YOUR TASK.
Skip the pictures, and retype the data below in full, exactly.

SOURCE DATA.

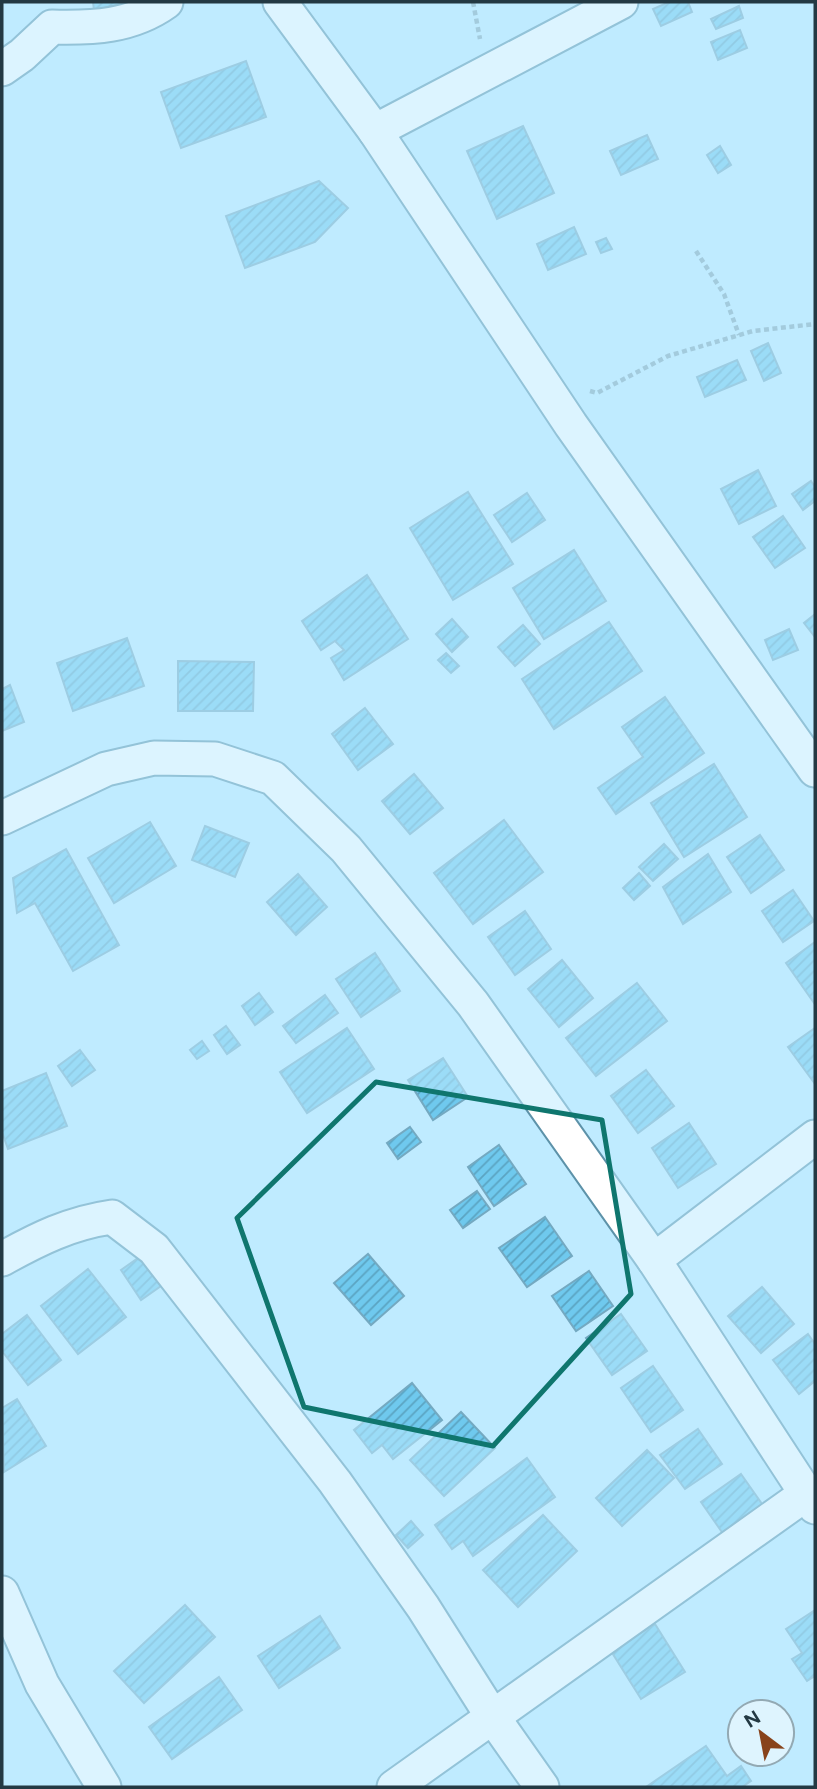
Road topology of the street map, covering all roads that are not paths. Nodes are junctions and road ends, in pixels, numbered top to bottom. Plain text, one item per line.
1 (166, 2) edge
2 (280, 2) edge
3 (621, 2) edge
4 (2, 69) edge
5 (375, 131) junction
6 (815, 770) edge
7 (2, 818) edge
8 (815, 1137) edge
9 (2, 1259) edge
10 (654, 1260) junction
11 (811, 1500) edge
12 (2, 1593) edge
13 (492, 1716) junction
14 (104, 1787) edge
15 (394, 1787) edge
16 (542, 1787) edge

1 - 4 street
2 - 5 street
3 - 5 street
5 - 6 street
7 - 10 street
8 - 10 street
9 - 13 street
10 - 11 street
11 - 13 street
12 - 14 street
13 - 15 street
13 - 16 street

RESPONSE.
Road topology of the street map, covering all roads that are not paths. Nodes are junctions and road ends, in pixels, numbered top to bottom. Plain text, one item per line.
1 (166, 2) edge
2 (280, 2) edge
3 (621, 2) edge
4 (2, 69) edge
5 (375, 131) junction
6 (815, 770) edge
7 (2, 818) edge
8 (815, 1137) edge
9 (2, 1259) edge
10 (654, 1260) junction
11 (811, 1500) edge
12 (2, 1593) edge
13 (492, 1716) junction
14 (104, 1787) edge
15 (394, 1787) edge
16 (542, 1787) edge

1 - 4 street
2 - 5 street
3 - 5 street
5 - 6 street
7 - 10 street
8 - 10 street
9 - 13 street
10 - 11 street
11 - 13 street
12 - 14 street
13 - 15 street
13 - 16 street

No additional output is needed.